Problem →
Would you reproduce all of the entries exactly?

─── Records provided ───

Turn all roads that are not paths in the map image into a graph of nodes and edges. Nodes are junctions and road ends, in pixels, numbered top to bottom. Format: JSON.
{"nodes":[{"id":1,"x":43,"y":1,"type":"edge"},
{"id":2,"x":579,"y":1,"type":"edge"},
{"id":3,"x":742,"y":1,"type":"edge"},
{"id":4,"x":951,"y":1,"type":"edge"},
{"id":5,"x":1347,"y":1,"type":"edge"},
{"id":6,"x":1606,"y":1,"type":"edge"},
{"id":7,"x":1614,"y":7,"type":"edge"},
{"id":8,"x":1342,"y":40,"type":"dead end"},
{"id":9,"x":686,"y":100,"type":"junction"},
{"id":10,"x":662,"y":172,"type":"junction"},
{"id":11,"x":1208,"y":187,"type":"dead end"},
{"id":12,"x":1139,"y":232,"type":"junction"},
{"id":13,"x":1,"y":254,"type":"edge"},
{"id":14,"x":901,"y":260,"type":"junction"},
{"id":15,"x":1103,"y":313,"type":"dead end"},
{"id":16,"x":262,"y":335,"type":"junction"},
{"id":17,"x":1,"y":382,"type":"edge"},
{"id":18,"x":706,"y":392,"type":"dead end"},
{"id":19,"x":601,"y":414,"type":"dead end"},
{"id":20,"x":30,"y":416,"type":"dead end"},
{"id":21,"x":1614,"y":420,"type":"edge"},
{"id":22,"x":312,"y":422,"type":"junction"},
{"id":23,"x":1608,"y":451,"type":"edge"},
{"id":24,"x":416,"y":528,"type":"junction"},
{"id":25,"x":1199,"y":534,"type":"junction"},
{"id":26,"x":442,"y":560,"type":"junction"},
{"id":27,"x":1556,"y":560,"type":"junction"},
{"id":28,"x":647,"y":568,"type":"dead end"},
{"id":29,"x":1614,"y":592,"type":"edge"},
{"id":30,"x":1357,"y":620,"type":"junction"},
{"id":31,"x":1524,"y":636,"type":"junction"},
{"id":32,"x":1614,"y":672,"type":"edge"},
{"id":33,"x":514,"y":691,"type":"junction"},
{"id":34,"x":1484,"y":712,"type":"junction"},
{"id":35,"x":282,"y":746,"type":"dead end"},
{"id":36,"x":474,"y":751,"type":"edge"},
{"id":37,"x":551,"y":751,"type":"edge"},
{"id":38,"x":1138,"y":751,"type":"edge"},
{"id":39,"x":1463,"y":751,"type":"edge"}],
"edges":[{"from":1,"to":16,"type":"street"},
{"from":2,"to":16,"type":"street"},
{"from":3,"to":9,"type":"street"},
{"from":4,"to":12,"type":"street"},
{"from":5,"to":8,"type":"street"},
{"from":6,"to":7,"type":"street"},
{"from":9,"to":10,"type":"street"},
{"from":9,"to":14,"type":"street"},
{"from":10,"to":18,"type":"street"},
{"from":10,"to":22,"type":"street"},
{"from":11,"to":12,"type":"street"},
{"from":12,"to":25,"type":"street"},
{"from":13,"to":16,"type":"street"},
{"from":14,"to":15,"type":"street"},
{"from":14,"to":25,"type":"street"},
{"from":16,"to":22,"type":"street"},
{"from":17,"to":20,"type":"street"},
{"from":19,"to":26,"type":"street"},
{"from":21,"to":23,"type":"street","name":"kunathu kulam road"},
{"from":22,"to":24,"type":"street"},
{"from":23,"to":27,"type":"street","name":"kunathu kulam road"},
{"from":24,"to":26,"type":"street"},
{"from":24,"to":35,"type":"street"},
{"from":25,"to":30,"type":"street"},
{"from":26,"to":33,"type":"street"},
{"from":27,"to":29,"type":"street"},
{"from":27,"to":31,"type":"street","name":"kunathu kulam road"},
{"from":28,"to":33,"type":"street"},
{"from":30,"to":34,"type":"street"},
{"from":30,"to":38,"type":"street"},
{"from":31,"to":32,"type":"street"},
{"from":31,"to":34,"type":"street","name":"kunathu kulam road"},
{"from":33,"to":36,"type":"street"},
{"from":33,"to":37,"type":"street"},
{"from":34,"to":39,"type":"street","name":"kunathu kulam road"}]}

───

Worked solution →
Turn all roads that are not paths in the map image into a graph of nodes and edges. Nodes are junctions and road ends, in pixels, numbered top to bottom. Format: JSON.
{"nodes":[{"id":1,"x":43,"y":1,"type":"edge"},
{"id":2,"x":579,"y":1,"type":"edge"},
{"id":3,"x":742,"y":1,"type":"edge"},
{"id":4,"x":951,"y":1,"type":"edge"},
{"id":5,"x":1347,"y":1,"type":"edge"},
{"id":6,"x":1606,"y":1,"type":"edge"},
{"id":7,"x":1614,"y":7,"type":"edge"},
{"id":8,"x":1342,"y":40,"type":"dead end"},
{"id":9,"x":686,"y":100,"type":"junction"},
{"id":10,"x":662,"y":172,"type":"junction"},
{"id":11,"x":1208,"y":187,"type":"dead end"},
{"id":12,"x":1139,"y":232,"type":"junction"},
{"id":13,"x":1,"y":254,"type":"edge"},
{"id":14,"x":901,"y":260,"type":"junction"},
{"id":15,"x":1103,"y":313,"type":"dead end"},
{"id":16,"x":262,"y":335,"type":"junction"},
{"id":17,"x":1,"y":382,"type":"edge"},
{"id":18,"x":706,"y":392,"type":"dead end"},
{"id":19,"x":601,"y":414,"type":"dead end"},
{"id":20,"x":30,"y":416,"type":"dead end"},
{"id":21,"x":1614,"y":420,"type":"edge"},
{"id":22,"x":312,"y":422,"type":"junction"},
{"id":23,"x":1608,"y":451,"type":"edge"},
{"id":24,"x":416,"y":528,"type":"junction"},
{"id":25,"x":1199,"y":534,"type":"junction"},
{"id":26,"x":442,"y":560,"type":"junction"},
{"id":27,"x":1556,"y":560,"type":"junction"},
{"id":28,"x":647,"y":568,"type":"dead end"},
{"id":29,"x":1614,"y":592,"type":"edge"},
{"id":30,"x":1357,"y":620,"type":"junction"},
{"id":31,"x":1524,"y":636,"type":"junction"},
{"id":32,"x":1614,"y":672,"type":"edge"},
{"id":33,"x":514,"y":691,"type":"junction"},
{"id":34,"x":1484,"y":712,"type":"junction"},
{"id":35,"x":282,"y":746,"type":"dead end"},
{"id":36,"x":474,"y":751,"type":"edge"},
{"id":37,"x":551,"y":751,"type":"edge"},
{"id":38,"x":1138,"y":751,"type":"edge"},
{"id":39,"x":1463,"y":751,"type":"edge"}],
"edges":[{"from":1,"to":16,"type":"street"},
{"from":2,"to":16,"type":"street"},
{"from":3,"to":9,"type":"street"},
{"from":4,"to":12,"type":"street"},
{"from":5,"to":8,"type":"street"},
{"from":6,"to":7,"type":"street"},
{"from":9,"to":10,"type":"street"},
{"from":9,"to":14,"type":"street"},
{"from":10,"to":18,"type":"street"},
{"from":10,"to":22,"type":"street"},
{"from":11,"to":12,"type":"street"},
{"from":12,"to":25,"type":"street"},
{"from":13,"to":16,"type":"street"},
{"from":14,"to":15,"type":"street"},
{"from":14,"to":25,"type":"street"},
{"from":16,"to":22,"type":"street"},
{"from":17,"to":20,"type":"street"},
{"from":19,"to":26,"type":"street"},
{"from":21,"to":23,"type":"street","name":"kunathu kulam road"},
{"from":22,"to":24,"type":"street"},
{"from":23,"to":27,"type":"street","name":"kunathu kulam road"},
{"from":24,"to":26,"type":"street"},
{"from":24,"to":35,"type":"street"},
{"from":25,"to":30,"type":"street"},
{"from":26,"to":33,"type":"street"},
{"from":27,"to":29,"type":"street"},
{"from":27,"to":31,"type":"street","name":"kunathu kulam road"},
{"from":28,"to":33,"type":"street"},
{"from":30,"to":34,"type":"street"},
{"from":30,"to":38,"type":"street"},
{"from":31,"to":32,"type":"street"},
{"from":31,"to":34,"type":"street","name":"kunathu kulam road"},
{"from":33,"to":36,"type":"street"},
{"from":33,"to":37,"type":"street"},
{"from":34,"to":39,"type":"street","name":"kunathu kulam road"}]}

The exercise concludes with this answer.